Он открыл дверь и, шлепая туфлями, направился в свою комнату, по пути крикнув Андре, чтобы тот принес ему завтрак.
Сегодня вечером он поцелует меня и пришлет в уборную цветы, подумала Мария. Но ни то, ни другое не будет иметь значения. Имеет значение лишь одно. То, что он сейчас сказал.
Она встала с кровати, прошла в ванную, включила горячую воду и вылила в нее всю эссенцию, которую Селия подарила ей на Рождество.
- Все равно, что помазание трупа перед похоронами, - сказала про себя Мария.
Снег шел все утро. Он засыпал палисадник перед домом, и тот стоял безжизненный, унылый. Кругом царили тишина и покой, странный, глухой покой, который всегда приходит со снегопадом. С Финчли-Роуд не долетал шум транспорта.
Как ей хотелось, чтобы скорее пришел Найэл, но его поезд прибывал только после полудня. К Пасхе он заканчивал школу. Это был его последний семестр. Папа ухитрился добиться, чтобы его отпустили на несколько дней, и он смог присутствовать на премьере.Почему он не мог приехать утром, почему она должна дожидаться? Она хотела, чтобы Найэл был с ней.
Когда она через голову снимала ночную рубашку, порвалась лямка. Она поискала в ящике комода другую, но не нашла. Она подошла к двери и громко позвала Селию.
- Исчезло все мое нижнее белье, - бушевала она. - Я ничего не могу найти. Ты его взяла.
Селия уже встала и была одета. Она всегда вставала раньше Марии на случай если понадобится Папе - подойти к телефону или написать письмо.
- Из прачечной еще ничего не вернулось, - сказала она. - Ведь Труды нет. Без нее в доме всегда беспорядок. Ты можешь взять мою лучшую рубашку и панталоны. Те, которые Папа подарил мне на Рождество.
- Ты гораздо толще меня. Они не подойдут, - проворчала Мария.
- Подойдут, мне они малы. Я все равно собиралась отдать их тебе, сказала Селия.
Ее голос звучал нежно и ласково. Она специально делает это, подумала Мария. Она так мила и предупредительна потому, что у меня сегодня премьера, и она знает, что я волнуюсь. Почему-то при этой мысли она почувствовала еще большее раздражение. Она выхватила у Селии из рук рубашку и панталоны. Селия наблюдала, как она молча их надевает. Как хороша в них Мария. Они ей в самую пору. Что значит быть стройной и подтянутой...

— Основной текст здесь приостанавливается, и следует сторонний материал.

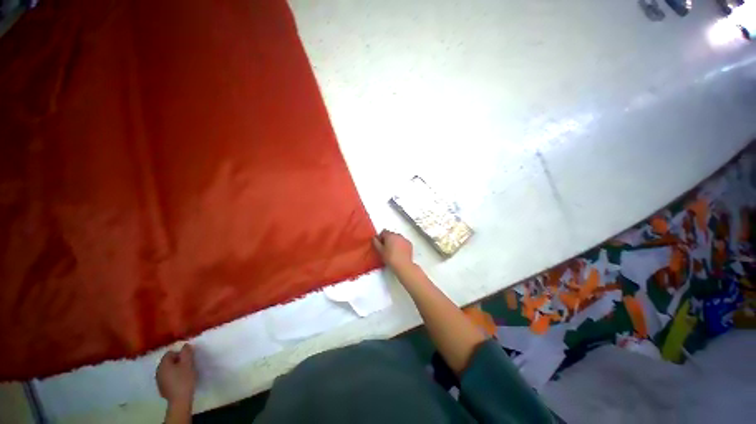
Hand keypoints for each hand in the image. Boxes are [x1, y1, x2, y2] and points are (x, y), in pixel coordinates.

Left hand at [156, 344, 196, 406]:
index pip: (170, 353)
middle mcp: (158, 371)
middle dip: (178, 361)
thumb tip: (185, 345)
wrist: (180, 400)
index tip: (188, 359)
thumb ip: (186, 352)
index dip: (180, 353)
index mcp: (163, 364)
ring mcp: (159, 380)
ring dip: (175, 369)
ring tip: (185, 373)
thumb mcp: (188, 363)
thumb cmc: (184, 379)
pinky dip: (173, 377)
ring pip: (167, 370)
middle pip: (168, 361)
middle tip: (188, 365)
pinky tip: (180, 381)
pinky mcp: (162, 388)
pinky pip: (167, 378)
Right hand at [373, 230, 413, 272]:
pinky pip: (403, 242)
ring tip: (392, 251)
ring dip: (394, 242)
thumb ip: (376, 242)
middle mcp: (398, 235)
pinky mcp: (409, 244)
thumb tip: (374, 238)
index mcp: (390, 235)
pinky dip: (400, 245)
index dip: (380, 237)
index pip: (383, 232)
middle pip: (391, 234)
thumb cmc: (391, 258)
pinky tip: (398, 252)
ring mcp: (404, 239)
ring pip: (397, 238)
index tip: (379, 243)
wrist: (403, 265)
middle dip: (387, 239)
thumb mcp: (380, 251)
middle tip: (385, 248)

- Что ты наденешь сегодня вечером? - спросила Мария.
В ее голосе звучало раздражение. На Селию она не смотрела.
- Свое белое, - сказала Селия. - Его принесли из чистки, и оно выглядит довольно мило. Плохо, что оно немного измялось и, когда я танцую, задирается сзади. Ты не хочешь пройтись по тексту? Я тебя проверю.
- Нет, - сказала Мария. - Мы занимались этим вчера. Я не собираюсь даже заглядывать в него.
- Сегодня нет никаких репетиций?
- Нет, никаких. Ах, он, наверное, там возится с освещением. Из нас никого не вызывали.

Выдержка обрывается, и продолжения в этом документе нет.